Webster, quoique décontenancé, ne se découragea pas.
-Toutefois, ce qui est la base du livre vous plaît ? Je veux dire l'envoûtement d'un jeune artiste par une pianiste aux abois et sa guérison par une sorte d'exorcisme conduit par un homme mûr ?
-Oui, mais là, c'est une trame bien plus classique.
-Certainement. Je garde le danseur et la femme.
-Et, si je puis me permettre, que vous faites-vous de cet amant-guérisseur ?

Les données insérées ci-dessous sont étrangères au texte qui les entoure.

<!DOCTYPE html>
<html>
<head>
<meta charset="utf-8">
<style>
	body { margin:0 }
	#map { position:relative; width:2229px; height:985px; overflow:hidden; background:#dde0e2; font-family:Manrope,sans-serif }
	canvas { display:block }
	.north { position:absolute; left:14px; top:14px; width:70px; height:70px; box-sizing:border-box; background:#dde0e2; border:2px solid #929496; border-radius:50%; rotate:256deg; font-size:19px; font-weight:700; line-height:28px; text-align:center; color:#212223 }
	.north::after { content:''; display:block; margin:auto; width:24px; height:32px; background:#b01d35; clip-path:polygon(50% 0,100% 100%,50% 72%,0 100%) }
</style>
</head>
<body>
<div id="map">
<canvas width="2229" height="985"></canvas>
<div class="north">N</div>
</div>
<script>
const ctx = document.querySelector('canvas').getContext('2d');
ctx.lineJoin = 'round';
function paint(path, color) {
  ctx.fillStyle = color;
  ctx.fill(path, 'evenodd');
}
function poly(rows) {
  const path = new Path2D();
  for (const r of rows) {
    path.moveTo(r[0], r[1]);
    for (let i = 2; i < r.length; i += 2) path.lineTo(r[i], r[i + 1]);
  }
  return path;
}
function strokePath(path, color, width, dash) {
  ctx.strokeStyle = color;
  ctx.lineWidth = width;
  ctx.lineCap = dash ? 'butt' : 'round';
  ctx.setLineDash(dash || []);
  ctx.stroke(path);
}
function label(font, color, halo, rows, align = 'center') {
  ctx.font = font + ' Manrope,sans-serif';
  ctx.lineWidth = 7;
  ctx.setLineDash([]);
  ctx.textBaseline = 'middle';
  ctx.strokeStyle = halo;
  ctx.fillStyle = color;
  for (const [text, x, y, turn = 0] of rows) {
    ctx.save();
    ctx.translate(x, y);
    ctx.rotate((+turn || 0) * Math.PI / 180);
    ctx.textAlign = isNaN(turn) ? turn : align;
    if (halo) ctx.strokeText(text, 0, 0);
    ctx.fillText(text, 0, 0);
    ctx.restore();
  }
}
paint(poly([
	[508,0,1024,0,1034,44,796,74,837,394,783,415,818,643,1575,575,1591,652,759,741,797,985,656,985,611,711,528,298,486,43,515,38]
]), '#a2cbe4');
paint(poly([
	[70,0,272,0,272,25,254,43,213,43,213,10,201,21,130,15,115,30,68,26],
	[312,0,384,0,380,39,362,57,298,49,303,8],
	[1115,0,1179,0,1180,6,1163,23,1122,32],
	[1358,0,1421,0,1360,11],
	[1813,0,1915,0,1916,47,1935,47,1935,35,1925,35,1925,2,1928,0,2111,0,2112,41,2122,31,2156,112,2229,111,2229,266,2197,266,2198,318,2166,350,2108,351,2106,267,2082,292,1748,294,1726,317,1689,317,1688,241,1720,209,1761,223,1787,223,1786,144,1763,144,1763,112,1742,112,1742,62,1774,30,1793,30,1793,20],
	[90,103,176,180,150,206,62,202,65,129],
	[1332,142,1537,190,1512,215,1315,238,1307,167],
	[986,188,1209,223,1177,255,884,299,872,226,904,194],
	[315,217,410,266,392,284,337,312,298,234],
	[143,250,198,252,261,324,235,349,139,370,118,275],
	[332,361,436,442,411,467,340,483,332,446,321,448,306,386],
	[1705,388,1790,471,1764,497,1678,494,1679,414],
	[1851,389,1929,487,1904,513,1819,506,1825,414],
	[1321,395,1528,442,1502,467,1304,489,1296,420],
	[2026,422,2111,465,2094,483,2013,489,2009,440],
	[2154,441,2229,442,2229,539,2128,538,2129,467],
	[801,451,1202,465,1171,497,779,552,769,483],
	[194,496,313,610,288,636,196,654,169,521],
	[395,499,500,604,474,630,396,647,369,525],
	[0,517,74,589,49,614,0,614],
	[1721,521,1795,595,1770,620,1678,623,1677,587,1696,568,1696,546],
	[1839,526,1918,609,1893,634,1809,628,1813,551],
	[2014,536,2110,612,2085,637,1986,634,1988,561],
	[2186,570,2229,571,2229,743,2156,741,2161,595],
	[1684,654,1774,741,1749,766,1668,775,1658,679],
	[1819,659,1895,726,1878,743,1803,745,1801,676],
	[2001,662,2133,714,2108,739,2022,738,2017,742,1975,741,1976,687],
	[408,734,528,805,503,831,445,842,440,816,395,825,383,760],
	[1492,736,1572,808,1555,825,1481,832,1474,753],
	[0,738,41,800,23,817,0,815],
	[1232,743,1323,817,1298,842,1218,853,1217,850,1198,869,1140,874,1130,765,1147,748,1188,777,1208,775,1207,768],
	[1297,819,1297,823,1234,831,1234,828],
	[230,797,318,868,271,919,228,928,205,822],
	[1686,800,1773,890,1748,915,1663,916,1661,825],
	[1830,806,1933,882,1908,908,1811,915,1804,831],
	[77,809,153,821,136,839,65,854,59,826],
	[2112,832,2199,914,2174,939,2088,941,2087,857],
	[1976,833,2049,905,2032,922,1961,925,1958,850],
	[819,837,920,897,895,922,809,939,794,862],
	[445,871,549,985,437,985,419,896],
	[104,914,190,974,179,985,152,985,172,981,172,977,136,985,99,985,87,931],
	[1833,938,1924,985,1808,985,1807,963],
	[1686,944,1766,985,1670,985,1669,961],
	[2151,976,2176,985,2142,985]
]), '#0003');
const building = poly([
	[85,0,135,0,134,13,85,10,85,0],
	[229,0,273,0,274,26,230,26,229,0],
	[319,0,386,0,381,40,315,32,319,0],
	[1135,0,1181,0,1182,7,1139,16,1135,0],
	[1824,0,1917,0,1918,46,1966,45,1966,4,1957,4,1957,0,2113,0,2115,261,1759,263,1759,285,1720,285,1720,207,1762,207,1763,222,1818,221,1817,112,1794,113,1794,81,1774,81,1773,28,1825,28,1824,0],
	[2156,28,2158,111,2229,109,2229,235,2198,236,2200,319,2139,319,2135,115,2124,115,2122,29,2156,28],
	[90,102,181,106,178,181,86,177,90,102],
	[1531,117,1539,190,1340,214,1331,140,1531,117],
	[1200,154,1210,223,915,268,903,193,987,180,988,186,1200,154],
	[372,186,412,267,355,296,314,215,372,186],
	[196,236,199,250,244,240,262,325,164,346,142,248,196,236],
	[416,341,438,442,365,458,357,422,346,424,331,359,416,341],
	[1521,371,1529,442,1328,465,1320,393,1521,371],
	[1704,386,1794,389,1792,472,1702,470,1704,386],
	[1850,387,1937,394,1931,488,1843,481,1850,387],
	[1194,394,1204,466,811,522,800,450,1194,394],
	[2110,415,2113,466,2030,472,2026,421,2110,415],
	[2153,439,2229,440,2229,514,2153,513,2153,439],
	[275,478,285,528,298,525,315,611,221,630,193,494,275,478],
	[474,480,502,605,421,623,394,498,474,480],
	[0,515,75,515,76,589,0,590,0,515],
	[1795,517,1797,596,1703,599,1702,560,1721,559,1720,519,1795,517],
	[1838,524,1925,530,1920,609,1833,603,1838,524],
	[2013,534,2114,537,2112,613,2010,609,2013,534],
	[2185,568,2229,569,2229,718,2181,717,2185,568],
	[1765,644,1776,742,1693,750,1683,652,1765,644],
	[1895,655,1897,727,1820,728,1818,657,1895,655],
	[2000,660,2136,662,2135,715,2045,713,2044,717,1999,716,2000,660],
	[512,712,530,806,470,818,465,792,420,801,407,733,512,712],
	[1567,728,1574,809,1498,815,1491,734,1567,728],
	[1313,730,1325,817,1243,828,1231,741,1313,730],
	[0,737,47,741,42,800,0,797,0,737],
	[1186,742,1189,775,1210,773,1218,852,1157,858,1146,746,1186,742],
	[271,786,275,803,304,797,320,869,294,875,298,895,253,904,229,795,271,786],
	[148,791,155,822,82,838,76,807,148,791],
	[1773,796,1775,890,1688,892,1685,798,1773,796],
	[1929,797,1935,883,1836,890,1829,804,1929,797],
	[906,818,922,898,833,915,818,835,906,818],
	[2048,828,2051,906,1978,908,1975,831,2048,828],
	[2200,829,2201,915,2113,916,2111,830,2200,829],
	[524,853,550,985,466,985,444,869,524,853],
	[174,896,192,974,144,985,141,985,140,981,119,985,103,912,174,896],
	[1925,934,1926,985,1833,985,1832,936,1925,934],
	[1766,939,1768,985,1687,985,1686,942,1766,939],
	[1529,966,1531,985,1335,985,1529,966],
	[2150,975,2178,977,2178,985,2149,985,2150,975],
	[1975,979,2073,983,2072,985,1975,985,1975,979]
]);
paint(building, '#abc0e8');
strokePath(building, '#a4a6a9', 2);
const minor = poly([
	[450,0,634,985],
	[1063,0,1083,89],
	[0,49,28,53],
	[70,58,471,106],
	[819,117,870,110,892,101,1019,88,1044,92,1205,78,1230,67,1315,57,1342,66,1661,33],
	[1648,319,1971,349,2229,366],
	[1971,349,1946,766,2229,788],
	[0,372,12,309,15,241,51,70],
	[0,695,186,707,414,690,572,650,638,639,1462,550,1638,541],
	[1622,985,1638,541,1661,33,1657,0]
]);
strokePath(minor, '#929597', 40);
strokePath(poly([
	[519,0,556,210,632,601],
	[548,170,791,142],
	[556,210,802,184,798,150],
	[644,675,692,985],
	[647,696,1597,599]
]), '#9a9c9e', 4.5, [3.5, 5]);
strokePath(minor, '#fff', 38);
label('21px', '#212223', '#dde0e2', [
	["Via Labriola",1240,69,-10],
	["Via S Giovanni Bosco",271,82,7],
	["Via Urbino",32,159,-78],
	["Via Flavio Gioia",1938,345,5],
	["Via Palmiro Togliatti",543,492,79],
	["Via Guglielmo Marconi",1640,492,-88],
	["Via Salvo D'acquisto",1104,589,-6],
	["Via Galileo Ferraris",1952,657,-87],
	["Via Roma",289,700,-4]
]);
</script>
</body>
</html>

-Sa sexualité est gênante, vous avez sans doute raison. Je vais tout réécrire.
-Vraiment ?
-Oui vraiment.
Et il le fit. Il écrivit une manière de roman gothique qui se déroulait au dix-neuvième siècle dans une grande université américaine. Le danseur était devenue un étudiant, la pianiste démente, une femme de la bonne société qui était amené à faire la connaissance de ce jeune et beau boursier et le guérisseur un gentleman solitaire qui menait une vie d'études et de contemplation dans une belle gentilhommière. Il situa l'action dans le Massachusetts et fit de solides recherches tant sur le mode de vie local à cette époque que sur les pratiques universitaires que sur les magies noires et blanches. Sobre dans sa longueur, ce roman avait un caractère flamboyant qui saurait plaire. Pour qui lirait entre les lignes, il était clair que le bel étudiant et le très stylé gentleman s'aimaient chastement mais que c'était faute de mieux. Quant à la femme mûre qui s'était mêlée de désirer un homme jeune, elle ne pouvait, pour l'époque, n'être une pécheresse, une femme à l'esprit égaré que toute morale avait quitté alors qu'elle offrait des symptômes qu'un psychanalyste aurait décryptés. Enlevé, très bien écrit, le roman plut. Toutefois, malgré les mises en garde de Richard Edward, Daniel ne mit pas au rebut son premier texte mais le remania. Refusant de gommer son caractère érotique, il le renforça au contraire. La passion entre ces deux hommes dont l'un voulait sauver l'autre, n'en paraissait que plus brutale et les raisons de la maladie du plus jeune plus obscures. Cette fois, un éditeur plus ouvert que le premier accepta son texte, escomptant que la verdeur de nombreux passages seraient contrebalancées par une analyse sociale habile de la New York d'aujourd'hui et que la possession nettement métaphorique d'un jeune homme soucieux de faire carrière par une femme puissante qui rêvait de le transformer pouvait renvoyer à des situations très concrètes. Il faut dire que le danseur était devenu un jeune acteur, la femme une productrice de télévision et l'homme mûr un scénariste.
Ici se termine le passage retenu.